▸ **TASK OBJECTIVE**: The answer should consist of every line in the material below that has the word "GALI".

▸ **SUPPLIED MATERIAL**:
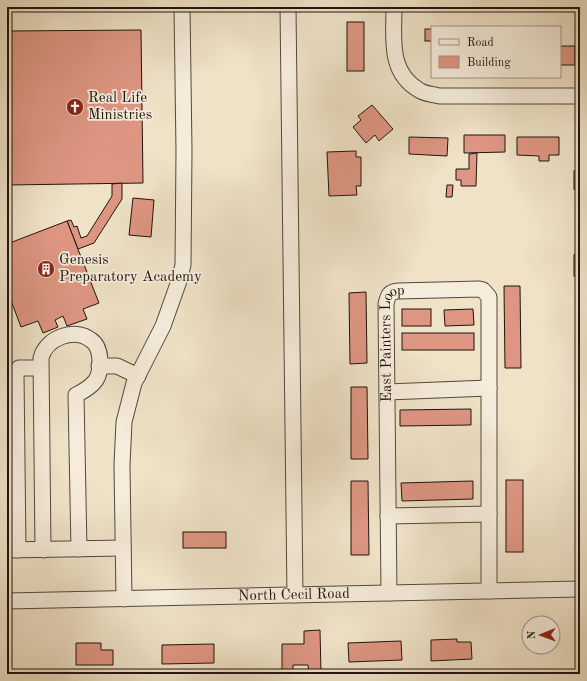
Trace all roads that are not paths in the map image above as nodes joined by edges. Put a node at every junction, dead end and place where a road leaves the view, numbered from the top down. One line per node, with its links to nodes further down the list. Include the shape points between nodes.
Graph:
1 (182, 7): 7 (street, via 183,264 163,326)
2 (288, 7): 20 (street)
3 (394, 7): 4 (street, via 394,53 398,70 419,91 439,96)
4 (580, 96)
5 (100, 366): 6 (street, via 97,348 92,340 74,334 63,336 47,345 43,351); 7 (street, via 117,366); 14 (street, via 97,379 76,395)
6 (40, 368): 10 (street, via 19,368 16,373); 16 (street)
7 (138, 376): 13 (street, via 127,409 122,442)
8 (489, 388): 9 (street); 9 (street, East Painters Loop, via 489,297 483,290 398,291 388,295 386,304); 11 (street, East Painters Loop)
9 (387, 392): 12 (street, East Painters Loop)
10 (12, 488): 15 (street)
11 (489, 514): 12 (street); 18 (street, East Painters Loop)
12 (388, 516): 19 (street, East Painters Loop)
13 (123, 548): 14 (street); 21 (street)
14 (79, 549): 16 (street)
15 (13, 550): 16 (street)
16 (43, 550)
17 (580, 589): 18 (street, North Cecil Road)
18 (489, 591): 19 (street, North Cecil Road)
19 (389, 593): 20 (street, North Cecil Road)
20 (295, 595): 21 (street, North Cecil Road)
21 (124, 599): 22 (street, North Cecil Road)
22 (7, 601)

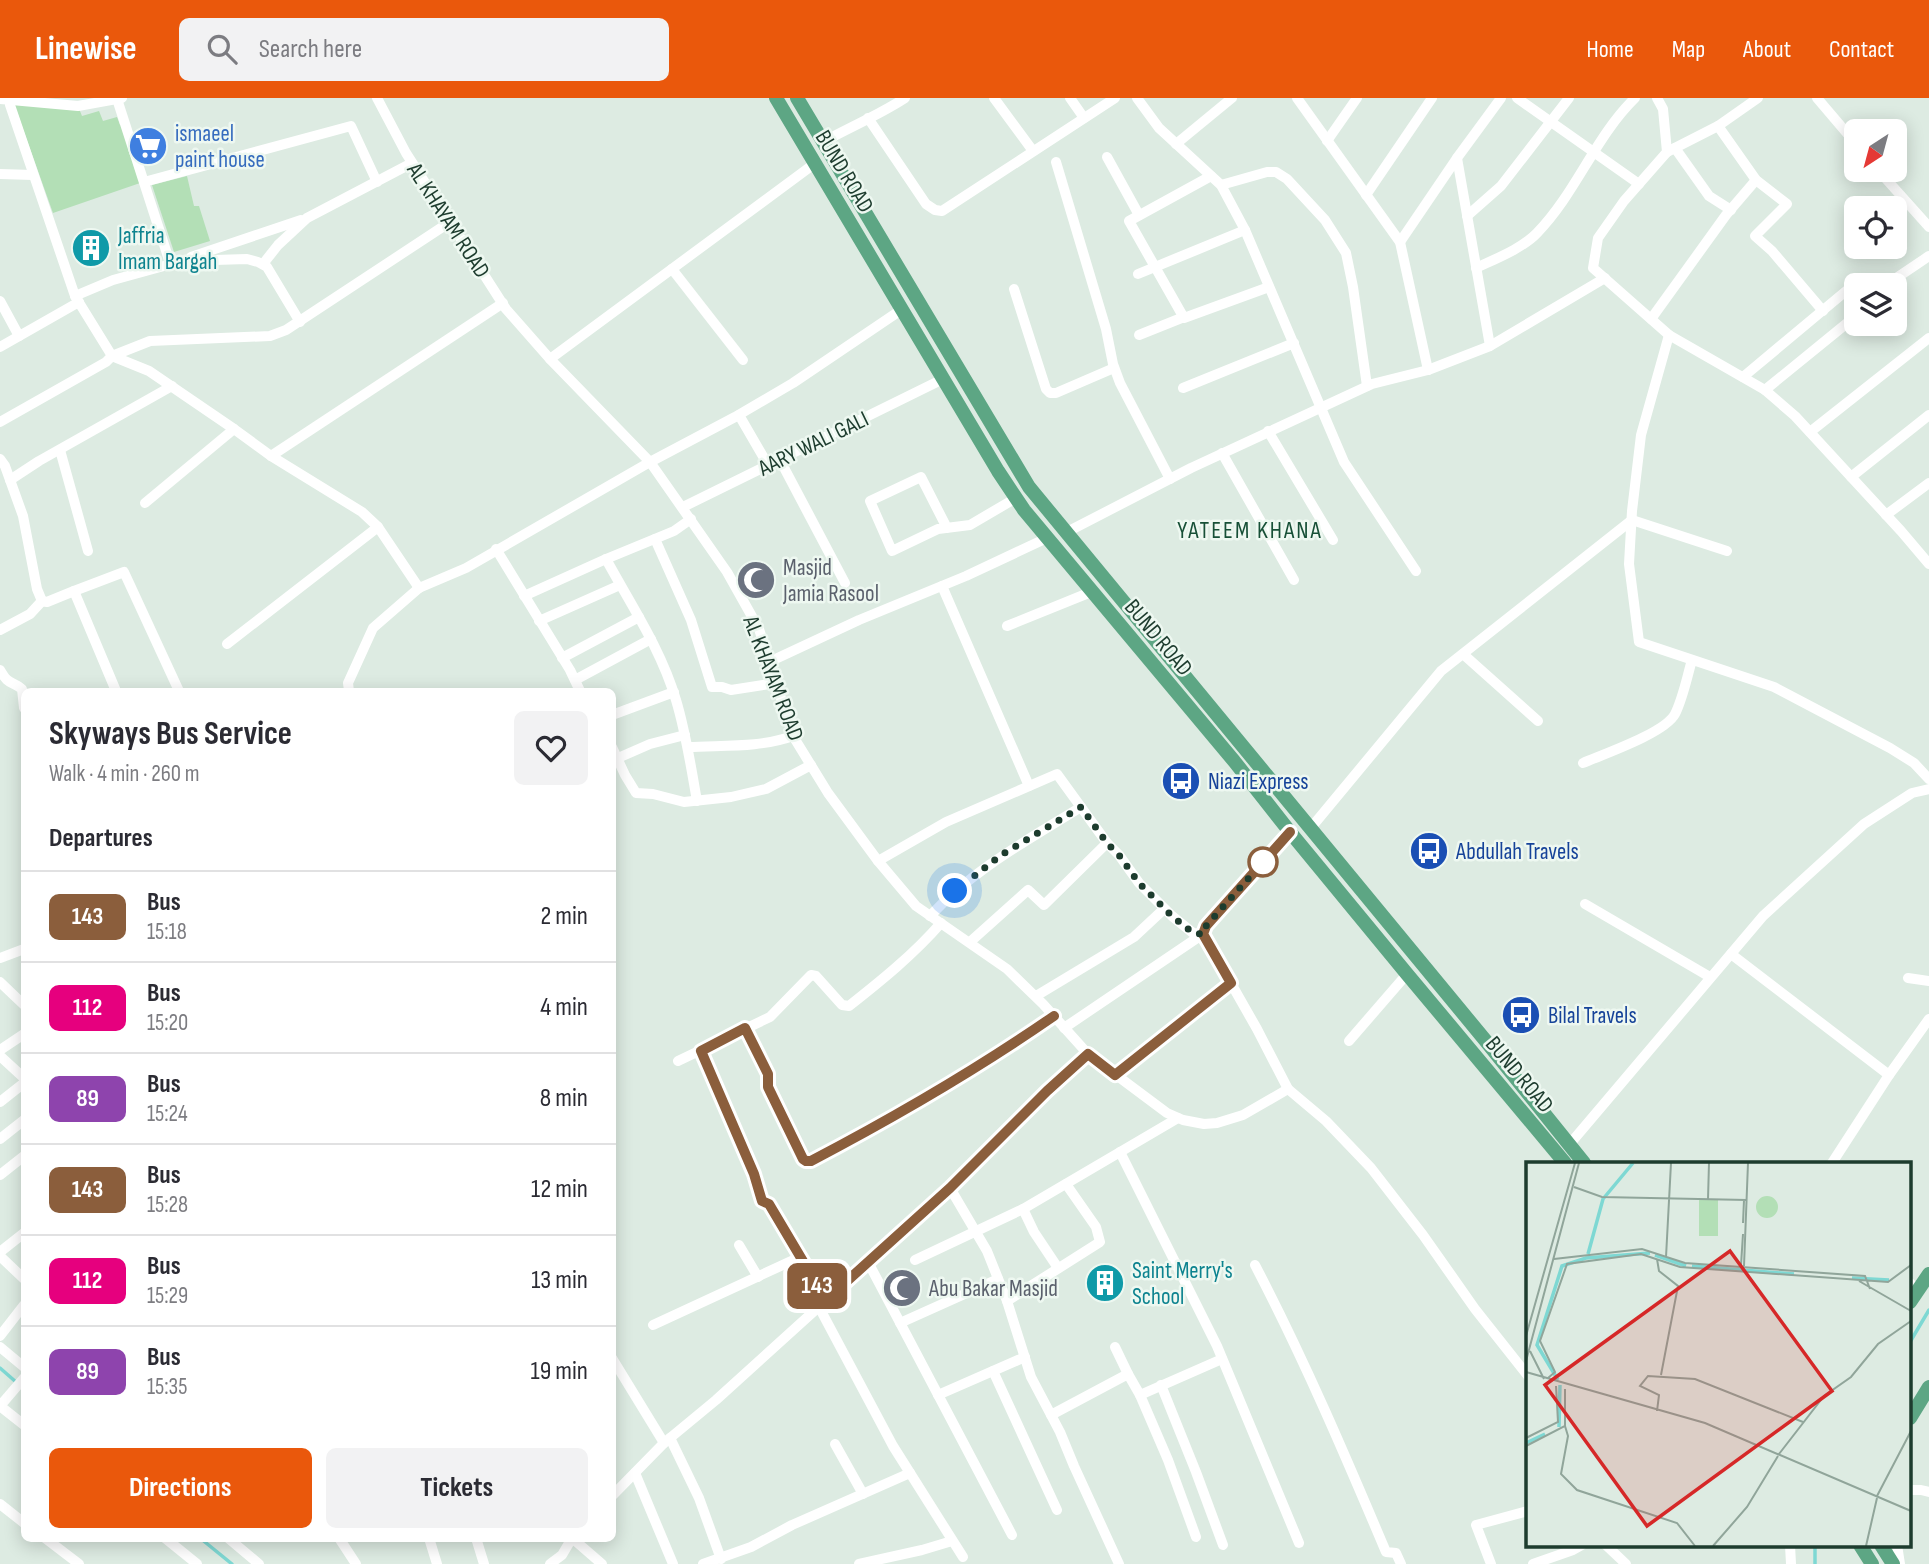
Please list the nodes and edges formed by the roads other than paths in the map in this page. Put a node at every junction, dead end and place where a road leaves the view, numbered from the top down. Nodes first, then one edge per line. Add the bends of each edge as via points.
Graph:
1 (120, 98) edge
2 (377, 98) edge
3 (797, 98) edge
4 (905, 98) edge
5 (994, 98) edge
6 (1070, 98) edge
7 (1115, 98) edge
8 (1137, 98) edge
9 (1232, 98) edge
10 (1297, 98) edge
11 (1357, 98) edge
12 (1432, 98) edge
13 (1501, 98) edge
14 (1517, 98) edge
15 (1569, 98) edge
16 (1635, 98) edge
17 (1657, 98) edge
18 (1758, 98) edge
19 (1817, 98) edge
20 (778, 99) edge
21 (5, 102) edge
22 (77, 102) edge
23 (868, 118) junction
24 (1084, 118) junction
25 (1552, 122) junction
26 (1718, 126) junction
27 (1844, 130) edge
28 (1327, 141) junction
29 (823, 142) junction
30 (1175, 144) junction
31 (1671, 150) junction
32 (1033, 151) junction
33 (1594, 152) junction
34 (1107, 157) dead end
35 (1457, 158) junction
36 (1056, 162) dead end
37 (412, 163) junction
38 (814, 164) junction
39 (0, 174) edge
40 (33, 175) junction
41 (1211, 176) junction
42 (1756, 180) junction
43 (144, 182) junction
44 (377, 182) junction
45 (1889, 182) edge
46 (1639, 184) junction
47 (1221, 186) junction
48 (1366, 195) junction
49 (1731, 210) junction
50 (1139, 215) junction
51 (1467, 216) junction
52 (307, 218) junction
53 (450, 222) junction
54 (1929, 227) edge
55 (1245, 230) junction
56 (1400, 242) junction
57 (1929, 257) edge
58 (182, 261) junction
59 (170, 263) junction
60 (263, 264) junction
61 (1156, 267) junction
62 (1476, 268) junction
63 (672, 269) junction
64 (1904, 273) edge
65 (1138, 274) dead end
66 (1605, 278) junction
67 (1269, 287) junction
68 (1014, 289) dead end
69 (1844, 293) edge
70 (77, 299) junction
71 (0, 301) edge
72 (503, 303) junction
73 (901, 310) junction
74 (1823, 311) junction
75 (1184, 317) junction
76 (1651, 319) junction
77 (300, 322) junction
78 (1844, 326) edge
79 (1139, 335) dead end
80 (1669, 335) junction
81 (19, 336) junction
82 (1929, 338) edge
83 (1294, 344) junction
84 (1490, 346) junction
85 (0, 347) edge
86 (112, 356) junction
87 (550, 359) junction
88 (743, 360) dead end
89 (1114, 368) junction
90 (1428, 370) junction
91 (1743, 377) junction
92 (943, 379) junction
93 (172, 386) junction
94 (1367, 386) junction
95 (1183, 388) dead end
96 (1766, 390) junction
97 (1321, 407) junction
98 (739, 415) junction
99 (1929, 415) edge
100 (0, 422) edge
101 (234, 429) junction
102 (1268, 431) junction
103 (1810, 432) junction
104 (60, 450) junction
105 (1222, 453) junction
106 (271, 456) junction
107 (0, 459) edge
108 (780, 460) junction
109 (650, 462) junction
110 (768, 465) junction
111 (1851, 477) junction
112 (1170, 479) junction
113 (10, 480) junction
114 (1929, 483) edge
115 (1016, 498) junction
116 (145, 503) dead end
117 (683, 507) junction
118 (1886, 515) junction
119 (691, 519) junction
120 (1632, 520) junction
121 (378, 527) junction
122 (947, 528) junction
123 (1065, 533) junction
124 (1047, 538) junction
125 (655, 539) junction
126 (1333, 541) dead end
127 (1929, 543) edge
128 (496, 549) junction
129 (88, 551) dead end
130 (1727, 551) dead end
131 (1918, 552) junction
132 (606, 559) junction
133 (1929, 564) edge
134 (1416, 571) dead end
135 (1294, 580) dead end
136 (845, 583) dead end
137 (620, 585) junction
138 (942, 586) junction
139 (419, 588) junction
140 (74, 591) junction
141 (1091, 592) junction
142 (524, 596) junction
143 (43, 601) junction
144 (639, 617) junction
145 (539, 621) junction
146 (1007, 626) dead end
147 (0, 630) edge
148 (651, 639) junction
149 (227, 644) dead end
150 (1463, 654) junction
151 (562, 658) junction
152 (1692, 660) junction
153 (769, 662) junction
154 (0, 670) edge
155 (776, 683) junction
156 (577, 686) edge
157 (22, 688) edge
158 (115, 688) edge
159 (178, 688) edge
160 (349, 688) edge
161 (674, 692) junction
162 (616, 714) edge
163 (1538, 721) dead end
164 (793, 736) junction
165 (686, 741) junction
166 (616, 753) edge
167 (616, 755) edge
168 (1583, 763) dead end
169 (811, 765) junction
170 (1929, 779) edge
171 (1030, 786) junction
172 (1929, 789) edge
173 (697, 801) junction
174 (1081, 807) junction
175 (1310, 829) junction
176 (1290, 832) junction
177 (1107, 843) junction
178 (878, 861) junction
179 (1585, 904) dead end
180 (1164, 909) junction
181 (930, 916) junction
182 (941, 923) junction
183 (1203, 934) junction
184 (970, 942) junction
185 (21, 950) edge
186 (1731, 954) junction
187 (0, 958) edge
188 (1407, 974) junction
189 (1710, 977) junction
190 (1908, 978) dead end
191 (1929, 981) edge
192 (0, 982) edge
193 (1231, 983) junction
194 (1035, 996) junction
195 (21, 1003) edge
196 (1054, 1016) junction
197 (1929, 1019) edge
198 (745, 1028) junction
199 (1064, 1028) junction
200 (21, 1036) edge
201 (1349, 1041) dead end
202 (0, 1050) edge
203 (701, 1051) junction
204 (1088, 1054) junction
205 (0, 1056) edge
206 (678, 1061) dead end
207 (1115, 1075) junction
208 (1889, 1075) junction
209 (21, 1078) edge
210 (21, 1084) edge
211 (1288, 1089) junction
212 (0, 1102) edge
213 (1178, 1118) junction
214 (21, 1122) edge
215 (0, 1139) edge
216 (1569, 1145) junction
217 (1120, 1152) junction
218 (21, 1158) edge
219 (1564, 1162) edge
220 (1583, 1162) edge
221 (1833, 1162) edge
222 (0, 1175) edge
223 (1066, 1184) junction
224 (950, 1188) junction
225 (1023, 1209) junction
226 (976, 1231) junction
227 (21, 1236) edge
228 (739, 1245) dead end
229 (0, 1254) edge
230 (800, 1257) junction
231 (915, 1260) dead end
232 (868, 1262) junction
233 (1255, 1265) dead end
234 (1058, 1268) junction
235 (1929, 1274) edge
236 (21, 1276) edge
237 (758, 1277) junction
238 (998, 1279) junction
239 (1913, 1292) edge
240 (1007, 1301) junction
241 (822, 1303) junction
242 (21, 1309) edge
243 (900, 1323) junction
244 (653, 1325) dead end
245 (0, 1336) edge
246 (0, 1346) edge
247 (1115, 1347) dead end
248 (1025, 1357) junction
249 (1222, 1359) junction
250 (21, 1364) edge
251 (616, 1364) edge
252 (993, 1371) junction
253 (1128, 1374) junction
254 (1526, 1374) edge
255 (21, 1381) edge
256 (1161, 1385) junction
257 (1929, 1387) edge
258 (938, 1395) junction
259 (1140, 1395) junction
260 (2, 1403) edge
261 (1051, 1415) junction
262 (1912, 1415) edge
263 (21, 1422) edge
264 (667, 1441) junction
265 (835, 1444) dead end
266 (635, 1473) junction
267 (910, 1473) junction
268 (616, 1492) edge
269 (863, 1494) junction
270 (0, 1504) edge
271 (1057, 1510) dead end
272 (1526, 1512) edge
273 (21, 1521) edge
274 (1012, 1535) dead end
275 (1196, 1537) dead end
276 (952, 1541) junction
277 (50, 1542) edge
278 (170, 1542) edge
279 (236, 1542) edge
280 (341, 1542) edge
281 (430, 1542) edge
282 (478, 1542) edge
283 (570, 1542) edge
284 (577, 1542) edge
285 (1299, 1543) dead end
286 (1223, 1545) dead end
287 (1579, 1546) edge
288 (1607, 1546) edge
289 (1790, 1546) edge
290 (1861, 1546) edge
291 (1882, 1546) edge
292 (1897, 1546) edge
293 (963, 1557) dead end
294 (721, 1559) junction
295 (351, 1562) edge
296 (79, 1564) edge
297 (197, 1564) edge
298 (259, 1564) edge
299 (436, 1564) edge
300 (484, 1564) edge
301 (550, 1564) edge
302 (602, 1564) edge
303 (673, 1564) edge
304 (703, 1564) edge
305 (859, 1564) edge
306 (1119, 1564) edge
307 (1401, 1564) edge
308 (1491, 1564) edge
309 (1532, 1564) edge
310 (1626, 1564) edge
311 (1791, 1564) edge
312 (1872, 1564) edge
313 (1893, 1564) edge
314 (1900, 1564) edge

1 - 22 street
1 - 43 street
2 - 37 street, AL KHAYAM ROAD
3 - 29 main road, BUND ROAD
4 - 23 street
5 - 32 street
6 - 24 street
7 - 24 street
8 - 30 street
9 - 30 street
10 - 28 street
11 - 28 street
12 - 48 street
13 - 35 street
14 - 25 street
15 - 25 street
16 - 33 street
17 - 31 street
18 - 26 street
19 - 27 street
20 - 38 main road, BUND ROAD
21 - 22 street
21 - 40 street
23 - 29 street
23 - 32 street via 926,204 935,210 942,211
24 - 32 street
25 - 33 street
25 - 51 street via 1501,186
26 - 31 street
26 - 42 street
28 - 48 street
29 - 123 main road, BUND ROAD via 1028,487
30 - 41 street
31 - 46 street
31 - 49 street via 1709,195
33 - 46 street
33 - 62 street via 1535,235
34 - 50 street
35 - 51 street
35 - 56 street
36 - 89 street
37 - 44 street
37 - 53 street, AL KHAYAM ROAD
38 - 63 street
38 - 73 main road, BUND ROAD
39 - 40 street
40 - 70 street
41 - 47 street
41 - 50 street
42 - 49 street
42 - 74 street via 1787,204 1755,236
43 - 44 street via 351,126
43 - 59 street
44 - 52 street
45 - 54 street
46 - 66 street via 1598,238 1593,268
47 - 55 street
47 - 94 street via 1276,172 1325,220 1346,253
48 - 56 street
49 - 76 street
50 - 61 street via 1129,220
51 - 62 street
52 - 58 street
52 - 60 street
53 - 72 street, AL KHAYAM ROAD
53 - 77 street
55 - 61 street
55 - 67 street
56 - 90 street
57 - 64 street
58 - 59 street
58 - 60 street via 239,259
59 - 70 street via 113,280
60 - 77 street
61 - 65 street
61 - 75 street
62 - 84 street
63 - 87 street
63 - 88 street
66 - 76 street
66 - 84 street
67 - 75 street
67 - 83 street
68 - 89 street via 1050,393
69 - 74 street
70 - 81 street
70 - 86 street
71 - 81 street
72 - 87 street, AL KHAYAM ROAD
72 - 106 street
73 - 92 main road, BUND ROAD
73 - 98 street
74 - 91 street
75 - 79 street
76 - 80 street
77 - 86 street via 270,335 150,341
78 - 96 street
80 - 91 street
80 - 120 street via 1641,435
81 - 85 street
82 - 103 street
83 - 95 street
83 - 97 street
84 - 90 street
86 - 93 street
86 - 100 street
87 - 109 street, AL KHAYAM ROAD
89 - 112 street
90 - 94 street
91 - 96 street
92 - 108 street, AARY WALI GALI
92 - 115 main road, BUND ROAD
93 - 101 street
93 - 104 street
94 - 97 street
96 - 103 street
97 - 102 street
97 - 134 street via 1344,462
98 - 109 street
98 - 110 street
99 - 111 street
101 - 106 street
101 - 116 street
102 - 105 street
102 - 126 street
103 - 111 street
104 - 113 street
104 - 129 street
105 - 112 street
105 - 135 street
106 - 121 street
107 - 113 street
108 - 110 street, AARY WALI GALI
108 - 136 street
109 - 117 street, AL KHAYAM ROAD
109 - 128 street
110 - 117 street, AARY WALI GALI
111 - 118 street
112 - 123 street
113 - 143 street
114 - 118 street
115 - 122 street via 970,525
115 - 124 main road, BUND ROAD
117 - 119 street, AL KHAYAM ROAD
118 - 131 street
119 - 125 street
119 - 153 street, AL KHAYAM ROAD via 760,629
120 - 130 street
120 - 150 street
120 - 152 street via 1629,564 1639,642
121 - 139 street
121 - 149 street
122 - 122 street via 921,477 870,501 892,551
123 - 175 main road, BUND ROAD
124 - 138 street
124 - 141 main road, BUND ROAD
125 - 132 street
125 - 155 street via 691,620 712,687 731,690
127 - 131 street
128 - 139 street
128 - 142 street
131 - 133 street
132 - 137 street
132 - 142 street
137 - 144 street
137 - 145 street
138 - 153 street
138 - 171 street
139 - 160 street via 373,628
140 - 143 street
140 - 158 street
140 - 159 street via 124,572
141 - 146 street
141 - 176 main road, BUND ROAD
142 - 145 street
143 - 147 street via 30,614
144 - 148 street
144 - 151 street
145 - 151 street
148 - 156 street
148 - 161 street
150 - 163 street
150 - 175 street via 1441,671
151 - 156 street
152 - 168 street via 1675,715 1668,723
152 - 170 street via 1774,688 1890,748
153 - 155 street, AL KHAYAM ROAD
154 - 157 street via 8,682
155 - 164 street, AL KHAYAM ROAD
161 - 162 street
161 - 165 street
164 - 165 street via 741,747
164 - 169 street, AL KHAYAM ROAD
165 - 166 street
165 - 173 street
167 - 173 street via 636,793
169 - 173 street via 766,789
169 - 178 street, AL KHAYAM ROAD
171 - 174 street via 1057,774
171 - 178 street via 946,822
172 - 186 street via 1912,793 1864,824 1763,916
174 - 177 street
174 - 181 street via 985,866
175 - 216 main road, BUND ROAD
176 - 183 street
176 - 188 main road, BUND ROAD
177 - 180 street
177 - 184 street via 1044,905 1028,890
178 - 181 street, AL KHAYAM ROAD
179 - 189 street
180 - 183 street via 1193,933
180 - 194 street via 1134,937
181 - 182 street, AL KHAYAM ROAD
182 - 184 street, AL KHAYAM ROAD
182 - 198 street via 849,1006 842,1005 811,975 769,1017
183 - 193 street
183 - 199 street
184 - 194 street, AL KHAYAM ROAD
185 - 187 street
186 - 189 street
186 - 208 street
188 - 201 street
188 - 219 main road, BUND ROAD
189 - 216 street
190 - 191 street
192 - 195 street
193 - 207 street
193 - 211 street
194 - 196 street, AL KHAYAM ROAD
196 - 198 street via 999,1054 811,1161 803,1159
196 - 199 street, AL KHAYAM ROAD
197 - 208 street
198 - 203 street
199 - 204 street, AL KHAYAM ROAD
200 - 202 street
203 - 206 street
203 - 230 street via 762,1201 769,1204
204 - 207 street, AL KHAYAM ROAD
204 - 224 street
205 - 209 street
207 - 213 street, AL KHAYAM ROAD
208 - 221 street
210 - 212 street
211 - 213 street via 1243,1115 1217,1123
211 - 254 street via 1371,1168
213 - 217 street
214 - 215 street
216 - 220 main road, BUND ROAD
217 - 223 street
217 - 249 street
218 - 222 street
223 - 225 street
223 - 234 street via 1096,1227 1100,1242
224 - 226 street
224 - 232 street
225 - 226 street
225 - 234 street
226 - 231 street
226 - 238 street
227 - 229 street
228 - 237 street
229 - 236 street
230 - 237 street
230 - 241 street
232 - 241 street
232 - 243 street
233 - 307 street via 1317,1392 1386,1552 1396,1553
234 - 240 street
235 - 239 main road
237 - 244 street
238 - 240 street
238 - 243 street
240 - 248 street
241 - 264 street
241 - 267 street
242 - 245 street
243 - 258 street
246 - 250 street
247 - 253 street
248 - 252 street
248 - 261 street
249 - 256 street
249 - 285 street
251 - 264 street
252 - 258 street
252 - 271 street
253 - 259 street
253 - 261 street
255 - 260 street
256 - 259 street
256 - 286 street
257 - 262 main road
258 - 274 street
259 - 275 street
260 - 263 street
261 - 306 street
264 - 266 street
264 - 294 street via 699,1498
265 - 269 street
266 - 268 street
266 - 303 street
267 - 269 street
267 - 276 street
269 - 294 street
270 - 273 street
272 - 308 street via 1476,1525
276 - 293 street
276 - 305 street
277 - 296 street
278 - 297 street
279 - 298 street
280 - 295 street
281 - 299 street
282 - 300 street
283 - 301 street
284 - 302 street
287 - 309 street
288 - 310 street
289 - 311 street
290 - 312 main road
291 - 313 main road
292 - 314 street
294 - 304 street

▸ **EXPECTED OUTPUT**:
92 - 108 street, AARY WALI GALI
108 - 110 street, AARY WALI GALI
110 - 117 street, AARY WALI GALI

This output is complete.